INPUT DATA START

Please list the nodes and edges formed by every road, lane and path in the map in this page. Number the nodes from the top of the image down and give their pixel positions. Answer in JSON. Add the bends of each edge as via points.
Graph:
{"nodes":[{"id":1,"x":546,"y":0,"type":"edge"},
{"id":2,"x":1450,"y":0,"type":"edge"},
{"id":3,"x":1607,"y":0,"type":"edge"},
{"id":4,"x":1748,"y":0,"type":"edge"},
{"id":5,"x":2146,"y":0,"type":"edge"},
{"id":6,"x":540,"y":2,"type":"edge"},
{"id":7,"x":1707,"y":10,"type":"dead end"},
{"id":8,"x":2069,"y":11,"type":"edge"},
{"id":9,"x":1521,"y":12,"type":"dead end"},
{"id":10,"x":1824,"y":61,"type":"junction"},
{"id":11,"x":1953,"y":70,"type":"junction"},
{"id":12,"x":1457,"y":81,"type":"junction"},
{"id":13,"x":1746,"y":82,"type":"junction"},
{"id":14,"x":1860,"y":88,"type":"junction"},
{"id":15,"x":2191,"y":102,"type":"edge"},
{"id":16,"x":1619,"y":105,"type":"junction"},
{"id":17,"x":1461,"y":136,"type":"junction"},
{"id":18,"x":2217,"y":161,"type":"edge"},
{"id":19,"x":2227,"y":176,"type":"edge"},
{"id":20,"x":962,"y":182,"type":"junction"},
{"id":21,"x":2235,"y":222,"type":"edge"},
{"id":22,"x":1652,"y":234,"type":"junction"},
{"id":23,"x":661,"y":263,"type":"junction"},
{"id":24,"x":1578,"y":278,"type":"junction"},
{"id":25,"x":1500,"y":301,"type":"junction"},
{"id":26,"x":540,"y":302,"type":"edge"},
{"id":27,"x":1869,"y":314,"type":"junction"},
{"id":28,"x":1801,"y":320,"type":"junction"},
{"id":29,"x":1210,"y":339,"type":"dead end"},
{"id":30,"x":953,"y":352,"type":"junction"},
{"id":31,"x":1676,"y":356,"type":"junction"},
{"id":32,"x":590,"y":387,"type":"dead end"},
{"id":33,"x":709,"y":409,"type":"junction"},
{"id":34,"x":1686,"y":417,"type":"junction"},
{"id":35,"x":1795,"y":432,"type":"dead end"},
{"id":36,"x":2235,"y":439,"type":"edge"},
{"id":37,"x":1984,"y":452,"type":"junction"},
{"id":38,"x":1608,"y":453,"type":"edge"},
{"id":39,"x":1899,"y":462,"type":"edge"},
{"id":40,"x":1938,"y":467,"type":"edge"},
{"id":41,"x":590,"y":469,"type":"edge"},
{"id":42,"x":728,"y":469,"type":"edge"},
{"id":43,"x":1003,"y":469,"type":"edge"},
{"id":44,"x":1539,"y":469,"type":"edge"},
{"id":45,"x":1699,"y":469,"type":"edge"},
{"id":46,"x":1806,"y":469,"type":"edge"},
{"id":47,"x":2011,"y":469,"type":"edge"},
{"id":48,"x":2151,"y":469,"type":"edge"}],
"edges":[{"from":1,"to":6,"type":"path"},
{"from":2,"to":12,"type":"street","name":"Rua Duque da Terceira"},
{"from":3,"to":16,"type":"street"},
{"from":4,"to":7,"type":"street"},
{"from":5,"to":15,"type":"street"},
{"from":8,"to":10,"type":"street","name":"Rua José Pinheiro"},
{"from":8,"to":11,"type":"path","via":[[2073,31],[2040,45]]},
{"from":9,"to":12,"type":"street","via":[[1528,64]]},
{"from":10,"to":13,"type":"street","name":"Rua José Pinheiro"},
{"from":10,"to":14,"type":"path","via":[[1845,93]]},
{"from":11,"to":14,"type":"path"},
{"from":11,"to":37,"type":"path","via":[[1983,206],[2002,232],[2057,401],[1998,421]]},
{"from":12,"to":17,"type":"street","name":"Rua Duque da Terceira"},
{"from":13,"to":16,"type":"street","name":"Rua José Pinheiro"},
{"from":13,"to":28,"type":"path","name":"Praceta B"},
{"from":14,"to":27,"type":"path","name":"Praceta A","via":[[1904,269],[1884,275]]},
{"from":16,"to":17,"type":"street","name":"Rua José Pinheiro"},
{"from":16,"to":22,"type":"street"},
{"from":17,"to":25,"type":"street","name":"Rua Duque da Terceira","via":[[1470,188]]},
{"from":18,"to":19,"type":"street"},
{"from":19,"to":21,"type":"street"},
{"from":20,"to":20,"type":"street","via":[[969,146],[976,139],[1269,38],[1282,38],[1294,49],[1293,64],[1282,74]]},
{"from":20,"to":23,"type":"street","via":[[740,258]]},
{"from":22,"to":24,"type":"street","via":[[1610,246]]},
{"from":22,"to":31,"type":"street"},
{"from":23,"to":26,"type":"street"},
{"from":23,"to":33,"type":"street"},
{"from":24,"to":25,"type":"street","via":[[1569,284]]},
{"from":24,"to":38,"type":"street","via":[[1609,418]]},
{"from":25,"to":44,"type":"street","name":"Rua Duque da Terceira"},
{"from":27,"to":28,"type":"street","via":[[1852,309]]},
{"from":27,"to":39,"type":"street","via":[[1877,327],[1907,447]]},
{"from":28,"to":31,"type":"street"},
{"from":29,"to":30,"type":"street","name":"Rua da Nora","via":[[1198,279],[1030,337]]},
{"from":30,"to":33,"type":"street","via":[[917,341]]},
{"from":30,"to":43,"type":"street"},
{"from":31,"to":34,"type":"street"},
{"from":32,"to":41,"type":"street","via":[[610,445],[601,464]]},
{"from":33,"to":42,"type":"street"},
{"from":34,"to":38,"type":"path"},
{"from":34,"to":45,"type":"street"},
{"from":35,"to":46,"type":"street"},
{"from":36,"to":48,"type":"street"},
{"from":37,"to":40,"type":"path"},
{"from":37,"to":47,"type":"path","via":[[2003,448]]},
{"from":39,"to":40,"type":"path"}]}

INPUT DATA END

**TASK REQUIREMENTS**
Nothing in the data should be left out when you retype it exactly.

**OUTPUT OF THE TASK**
Please list the nodes and edges formed by every road, lane and path in the map in this page. Number the nodes from the top of the image down and give their pixel positions. Answer in JSON. Add the bends of each edge as via points.
Graph:
{"nodes":[{"id":1,"x":546,"y":0,"type":"edge"},
{"id":2,"x":1450,"y":0,"type":"edge"},
{"id":3,"x":1607,"y":0,"type":"edge"},
{"id":4,"x":1748,"y":0,"type":"edge"},
{"id":5,"x":2146,"y":0,"type":"edge"},
{"id":6,"x":540,"y":2,"type":"edge"},
{"id":7,"x":1707,"y":10,"type":"dead end"},
{"id":8,"x":2069,"y":11,"type":"edge"},
{"id":9,"x":1521,"y":12,"type":"dead end"},
{"id":10,"x":1824,"y":61,"type":"junction"},
{"id":11,"x":1953,"y":70,"type":"junction"},
{"id":12,"x":1457,"y":81,"type":"junction"},
{"id":13,"x":1746,"y":82,"type":"junction"},
{"id":14,"x":1860,"y":88,"type":"junction"},
{"id":15,"x":2191,"y":102,"type":"edge"},
{"id":16,"x":1619,"y":105,"type":"junction"},
{"id":17,"x":1461,"y":136,"type":"junction"},
{"id":18,"x":2217,"y":161,"type":"edge"},
{"id":19,"x":2227,"y":176,"type":"edge"},
{"id":20,"x":962,"y":182,"type":"junction"},
{"id":21,"x":2235,"y":222,"type":"edge"},
{"id":22,"x":1652,"y":234,"type":"junction"},
{"id":23,"x":661,"y":263,"type":"junction"},
{"id":24,"x":1578,"y":278,"type":"junction"},
{"id":25,"x":1500,"y":301,"type":"junction"},
{"id":26,"x":540,"y":302,"type":"edge"},
{"id":27,"x":1869,"y":314,"type":"junction"},
{"id":28,"x":1801,"y":320,"type":"junction"},
{"id":29,"x":1210,"y":339,"type":"dead end"},
{"id":30,"x":953,"y":352,"type":"junction"},
{"id":31,"x":1676,"y":356,"type":"junction"},
{"id":32,"x":590,"y":387,"type":"dead end"},
{"id":33,"x":709,"y":409,"type":"junction"},
{"id":34,"x":1686,"y":417,"type":"junction"},
{"id":35,"x":1795,"y":432,"type":"dead end"},
{"id":36,"x":2235,"y":439,"type":"edge"},
{"id":37,"x":1984,"y":452,"type":"junction"},
{"id":38,"x":1608,"y":453,"type":"edge"},
{"id":39,"x":1899,"y":462,"type":"edge"},
{"id":40,"x":1938,"y":467,"type":"edge"},
{"id":41,"x":590,"y":469,"type":"edge"},
{"id":42,"x":728,"y":469,"type":"edge"},
{"id":43,"x":1003,"y":469,"type":"edge"},
{"id":44,"x":1539,"y":469,"type":"edge"},
{"id":45,"x":1699,"y":469,"type":"edge"},
{"id":46,"x":1806,"y":469,"type":"edge"},
{"id":47,"x":2011,"y":469,"type":"edge"},
{"id":48,"x":2151,"y":469,"type":"edge"}],
"edges":[{"from":1,"to":6,"type":"path"},
{"from":2,"to":12,"type":"street","name":"Rua Duque da Terceira"},
{"from":3,"to":16,"type":"street"},
{"from":4,"to":7,"type":"street"},
{"from":5,"to":15,"type":"street"},
{"from":8,"to":10,"type":"street","name":"Rua José Pinheiro"},
{"from":8,"to":11,"type":"path","via":[[2073,31],[2040,45]]},
{"from":9,"to":12,"type":"street","via":[[1528,64]]},
{"from":10,"to":13,"type":"street","name":"Rua José Pinheiro"},
{"from":10,"to":14,"type":"path","via":[[1845,93]]},
{"from":11,"to":14,"type":"path"},
{"from":11,"to":37,"type":"path","via":[[1983,206],[2002,232],[2057,401],[1998,421]]},
{"from":12,"to":17,"type":"street","name":"Rua Duque da Terceira"},
{"from":13,"to":16,"type":"street","name":"Rua José Pinheiro"},
{"from":13,"to":28,"type":"path","name":"Praceta B"},
{"from":14,"to":27,"type":"path","name":"Praceta A","via":[[1904,269],[1884,275]]},
{"from":16,"to":17,"type":"street","name":"Rua José Pinheiro"},
{"from":16,"to":22,"type":"street"},
{"from":17,"to":25,"type":"street","name":"Rua Duque da Terceira","via":[[1470,188]]},
{"from":18,"to":19,"type":"street"},
{"from":19,"to":21,"type":"street"},
{"from":20,"to":20,"type":"street","via":[[969,146],[976,139],[1269,38],[1282,38],[1294,49],[1293,64],[1282,74]]},
{"from":20,"to":23,"type":"street","via":[[740,258]]},
{"from":22,"to":24,"type":"street","via":[[1610,246]]},
{"from":22,"to":31,"type":"street"},
{"from":23,"to":26,"type":"street"},
{"from":23,"to":33,"type":"street"},
{"from":24,"to":25,"type":"street","via":[[1569,284]]},
{"from":24,"to":38,"type":"street","via":[[1609,418]]},
{"from":25,"to":44,"type":"street","name":"Rua Duque da Terceira"},
{"from":27,"to":28,"type":"street","via":[[1852,309]]},
{"from":27,"to":39,"type":"street","via":[[1877,327],[1907,447]]},
{"from":28,"to":31,"type":"street"},
{"from":29,"to":30,"type":"street","name":"Rua da Nora","via":[[1198,279],[1030,337]]},
{"from":30,"to":33,"type":"street","via":[[917,341]]},
{"from":30,"to":43,"type":"street"},
{"from":31,"to":34,"type":"street"},
{"from":32,"to":41,"type":"street","via":[[610,445],[601,464]]},
{"from":33,"to":42,"type":"street"},
{"from":34,"to":38,"type":"path"},
{"from":34,"to":45,"type":"street"},
{"from":35,"to":46,"type":"street"},
{"from":36,"to":48,"type":"street"},
{"from":37,"to":40,"type":"path"},
{"from":37,"to":47,"type":"path","via":[[2003,448]]},
{"from":39,"to":40,"type":"path"}]}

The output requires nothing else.